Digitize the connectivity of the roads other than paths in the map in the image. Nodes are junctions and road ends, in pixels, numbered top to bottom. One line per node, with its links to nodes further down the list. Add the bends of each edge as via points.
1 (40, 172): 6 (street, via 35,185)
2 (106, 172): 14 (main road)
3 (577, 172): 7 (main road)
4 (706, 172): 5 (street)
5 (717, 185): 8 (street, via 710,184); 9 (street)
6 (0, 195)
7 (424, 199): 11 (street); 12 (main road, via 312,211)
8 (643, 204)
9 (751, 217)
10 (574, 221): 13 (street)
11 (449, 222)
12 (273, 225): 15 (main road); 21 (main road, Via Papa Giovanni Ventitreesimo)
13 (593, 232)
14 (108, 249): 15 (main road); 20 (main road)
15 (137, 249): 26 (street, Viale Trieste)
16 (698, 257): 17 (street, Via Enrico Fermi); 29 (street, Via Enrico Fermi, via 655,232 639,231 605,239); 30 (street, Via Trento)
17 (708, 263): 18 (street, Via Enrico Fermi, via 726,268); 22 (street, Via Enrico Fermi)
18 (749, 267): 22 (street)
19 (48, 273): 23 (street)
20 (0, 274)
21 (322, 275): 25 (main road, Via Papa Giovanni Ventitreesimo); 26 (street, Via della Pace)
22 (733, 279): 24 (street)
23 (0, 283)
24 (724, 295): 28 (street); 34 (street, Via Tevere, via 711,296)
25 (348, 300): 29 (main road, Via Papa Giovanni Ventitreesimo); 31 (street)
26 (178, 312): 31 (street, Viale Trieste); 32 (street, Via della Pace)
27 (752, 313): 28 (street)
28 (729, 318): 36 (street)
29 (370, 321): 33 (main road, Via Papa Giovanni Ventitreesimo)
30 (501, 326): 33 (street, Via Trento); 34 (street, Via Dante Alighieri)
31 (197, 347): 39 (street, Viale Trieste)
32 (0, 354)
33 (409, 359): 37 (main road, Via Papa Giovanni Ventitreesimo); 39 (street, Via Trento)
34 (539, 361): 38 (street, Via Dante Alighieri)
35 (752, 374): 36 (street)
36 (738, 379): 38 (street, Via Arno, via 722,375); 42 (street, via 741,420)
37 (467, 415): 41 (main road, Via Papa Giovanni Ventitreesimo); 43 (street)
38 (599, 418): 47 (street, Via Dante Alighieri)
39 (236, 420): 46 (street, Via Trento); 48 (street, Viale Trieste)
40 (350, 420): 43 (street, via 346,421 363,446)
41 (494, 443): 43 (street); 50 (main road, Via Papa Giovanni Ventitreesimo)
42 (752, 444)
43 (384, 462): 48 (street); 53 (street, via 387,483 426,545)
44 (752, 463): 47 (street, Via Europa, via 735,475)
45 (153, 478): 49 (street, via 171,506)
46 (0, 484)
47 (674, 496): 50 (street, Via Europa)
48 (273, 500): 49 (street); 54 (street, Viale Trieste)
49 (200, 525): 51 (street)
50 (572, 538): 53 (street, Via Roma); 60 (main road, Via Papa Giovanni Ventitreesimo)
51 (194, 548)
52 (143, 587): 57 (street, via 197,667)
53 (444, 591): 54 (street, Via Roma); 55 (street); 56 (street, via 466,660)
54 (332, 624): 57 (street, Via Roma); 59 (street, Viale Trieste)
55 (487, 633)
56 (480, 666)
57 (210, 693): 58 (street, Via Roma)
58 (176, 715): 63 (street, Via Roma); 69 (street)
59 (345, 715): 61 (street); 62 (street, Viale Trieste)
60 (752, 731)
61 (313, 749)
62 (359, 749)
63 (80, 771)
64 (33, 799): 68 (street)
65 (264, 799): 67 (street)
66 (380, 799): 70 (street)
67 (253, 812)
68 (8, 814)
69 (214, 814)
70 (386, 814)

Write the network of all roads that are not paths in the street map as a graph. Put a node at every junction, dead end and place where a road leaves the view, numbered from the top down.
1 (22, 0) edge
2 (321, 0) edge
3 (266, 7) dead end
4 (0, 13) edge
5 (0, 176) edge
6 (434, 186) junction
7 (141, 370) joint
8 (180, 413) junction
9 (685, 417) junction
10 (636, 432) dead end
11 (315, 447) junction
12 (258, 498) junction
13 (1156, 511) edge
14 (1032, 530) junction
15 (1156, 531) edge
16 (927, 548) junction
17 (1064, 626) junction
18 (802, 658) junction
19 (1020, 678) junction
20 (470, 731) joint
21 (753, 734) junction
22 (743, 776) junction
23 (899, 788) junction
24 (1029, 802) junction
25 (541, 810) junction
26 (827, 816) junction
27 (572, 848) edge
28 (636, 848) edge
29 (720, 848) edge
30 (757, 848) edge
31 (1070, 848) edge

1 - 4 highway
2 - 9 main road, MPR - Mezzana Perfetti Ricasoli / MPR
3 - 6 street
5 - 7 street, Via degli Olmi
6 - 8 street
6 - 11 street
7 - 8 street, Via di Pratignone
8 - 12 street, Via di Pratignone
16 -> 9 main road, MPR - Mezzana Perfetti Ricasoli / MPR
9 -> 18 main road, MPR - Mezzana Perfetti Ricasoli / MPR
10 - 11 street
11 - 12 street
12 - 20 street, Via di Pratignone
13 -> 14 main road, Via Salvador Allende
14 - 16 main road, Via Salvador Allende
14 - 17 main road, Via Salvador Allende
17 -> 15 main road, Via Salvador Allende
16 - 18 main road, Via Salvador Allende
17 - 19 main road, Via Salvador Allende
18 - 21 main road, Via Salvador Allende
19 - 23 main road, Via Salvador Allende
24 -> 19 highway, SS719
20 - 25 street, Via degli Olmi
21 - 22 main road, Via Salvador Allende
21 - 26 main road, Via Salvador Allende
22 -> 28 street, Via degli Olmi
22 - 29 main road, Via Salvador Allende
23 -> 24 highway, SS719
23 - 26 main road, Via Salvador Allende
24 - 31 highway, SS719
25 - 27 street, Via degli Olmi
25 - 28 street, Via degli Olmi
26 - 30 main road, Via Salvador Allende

◆ ◆ ◆ ◆ ◆ ◆ ◆

Activity:
Without altering a single word, reproduce the entries above.

Written response:
Digitize the connectivity of the roads other than paths in the map in the image. Nodes are junctions and road ends, in pixels, numbered top to bottom. One line per node, with its links to nodes further down the list. Add the bends of each edge as via points.
1 (40, 172): 6 (street, via 35,185)
2 (106, 172): 14 (main road)
3 (577, 172): 7 (main road)
4 (706, 172): 5 (street)
5 (717, 185): 8 (street, via 710,184); 9 (street)
6 (0, 195)
7 (424, 199): 11 (street); 12 (main road, via 312,211)
8 (643, 204)
9 (751, 217)
10 (574, 221): 13 (street)
11 (449, 222)
12 (273, 225): 15 (main road); 21 (main road, Via Papa Giovanni Ventitreesimo)
13 (593, 232)
14 (108, 249): 15 (main road); 20 (main road)
15 (137, 249): 26 (street, Viale Trieste)
16 (698, 257): 17 (street, Via Enrico Fermi); 29 (street, Via Enrico Fermi, via 655,232 639,231 605,239); 30 (street, Via Trento)
17 (708, 263): 18 (street, Via Enrico Fermi, via 726,268); 22 (street, Via Enrico Fermi)
18 (749, 267): 22 (street)
19 (48, 273): 23 (street)
20 (0, 274)
21 (322, 275): 25 (main road, Via Papa Giovanni Ventitreesimo); 26 (street, Via della Pace)
22 (733, 279): 24 (street)
23 (0, 283)
24 (724, 295): 28 (street); 34 (street, Via Tevere, via 711,296)
25 (348, 300): 29 (main road, Via Papa Giovanni Ventitreesimo); 31 (street)
26 (178, 312): 31 (street, Viale Trieste); 32 (street, Via della Pace)
27 (752, 313): 28 (street)
28 (729, 318): 36 (street)
29 (370, 321): 33 (main road, Via Papa Giovanni Ventitreesimo)
30 (501, 326): 33 (street, Via Trento); 34 (street, Via Dante Alighieri)
31 (197, 347): 39 (street, Viale Trieste)
32 (0, 354)
33 (409, 359): 37 (main road, Via Papa Giovanni Ventitreesimo); 39 (street, Via Trento)
34 (539, 361): 38 (street, Via Dante Alighieri)
35 (752, 374): 36 (street)
36 (738, 379): 38 (street, Via Arno, via 722,375); 42 (street, via 741,420)
37 (467, 415): 41 (main road, Via Papa Giovanni Ventitreesimo); 43 (street)
38 (599, 418): 47 (street, Via Dante Alighieri)
39 (236, 420): 46 (street, Via Trento); 48 (street, Viale Trieste)
40 (350, 420): 43 (street, via 346,421 363,446)
41 (494, 443): 43 (street); 50 (main road, Via Papa Giovanni Ventitreesimo)
42 (752, 444)
43 (384, 462): 48 (street); 53 (street, via 387,483 426,545)
44 (752, 463): 47 (street, Via Europa, via 735,475)
45 (153, 478): 49 (street, via 171,506)
46 (0, 484)
47 (674, 496): 50 (street, Via Europa)
48 (273, 500): 49 (street); 54 (street, Viale Trieste)
49 (200, 525): 51 (street)
50 (572, 538): 53 (street, Via Roma); 60 (main road, Via Papa Giovanni Ventitreesimo)
51 (194, 548)
52 (143, 587): 57 (street, via 197,667)
53 (444, 591): 54 (street, Via Roma); 55 (street); 56 (street, via 466,660)
54 (332, 624): 57 (street, Via Roma); 59 (street, Viale Trieste)
55 (487, 633)
56 (480, 666)
57 (210, 693): 58 (street, Via Roma)
58 (176, 715): 63 (street, Via Roma); 69 (street)
59 (345, 715): 61 (street); 62 (street, Viale Trieste)
60 (752, 731)
61 (313, 749)
62 (359, 749)
63 (80, 771)
64 (33, 799): 68 (street)
65 (264, 799): 67 (street)
66 (380, 799): 70 (street)
67 (253, 812)
68 (8, 814)
69 (214, 814)
70 (386, 814)

Write the network of all roads that are not paths in the street map as a graph. Put a node at every junction, dead end and place where a road leaves the view, numbered from the top down.
1 (22, 0) edge
2 (321, 0) edge
3 (266, 7) dead end
4 (0, 13) edge
5 (0, 176) edge
6 (434, 186) junction
7 (141, 370) joint
8 (180, 413) junction
9 (685, 417) junction
10 (636, 432) dead end
11 (315, 447) junction
12 (258, 498) junction
13 (1156, 511) edge
14 (1032, 530) junction
15 (1156, 531) edge
16 (927, 548) junction
17 (1064, 626) junction
18 (802, 658) junction
19 (1020, 678) junction
20 (470, 731) joint
21 (753, 734) junction
22 (743, 776) junction
23 (899, 788) junction
24 (1029, 802) junction
25 (541, 810) junction
26 (827, 816) junction
27 (572, 848) edge
28 (636, 848) edge
29 (720, 848) edge
30 (757, 848) edge
31 (1070, 848) edge

1 - 4 highway
2 - 9 main road, MPR - Mezzana Perfetti Ricasoli / MPR
3 - 6 street
5 - 7 street, Via degli Olmi
6 - 8 street
6 - 11 street
7 - 8 street, Via di Pratignone
8 - 12 street, Via di Pratignone
16 -> 9 main road, MPR - Mezzana Perfetti Ricasoli / MPR
9 -> 18 main road, MPR - Mezzana Perfetti Ricasoli / MPR
10 - 11 street
11 - 12 street
12 - 20 street, Via di Pratignone
13 -> 14 main road, Via Salvador Allende
14 - 16 main road, Via Salvador Allende
14 - 17 main road, Via Salvador Allende
17 -> 15 main road, Via Salvador Allende
16 - 18 main road, Via Salvador Allende
17 - 19 main road, Via Salvador Allende
18 - 21 main road, Via Salvador Allende
19 - 23 main road, Via Salvador Allende
24 -> 19 highway, SS719
20 - 25 street, Via degli Olmi
21 - 22 main road, Via Salvador Allende
21 - 26 main road, Via Salvador Allende
22 -> 28 street, Via degli Olmi
22 - 29 main road, Via Salvador Allende
23 -> 24 highway, SS719
23 - 26 main road, Via Salvador Allende
24 - 31 highway, SS719
25 - 27 street, Via degli Olmi
25 - 28 street, Via degli Olmi
26 - 30 main road, Via Salvador Allende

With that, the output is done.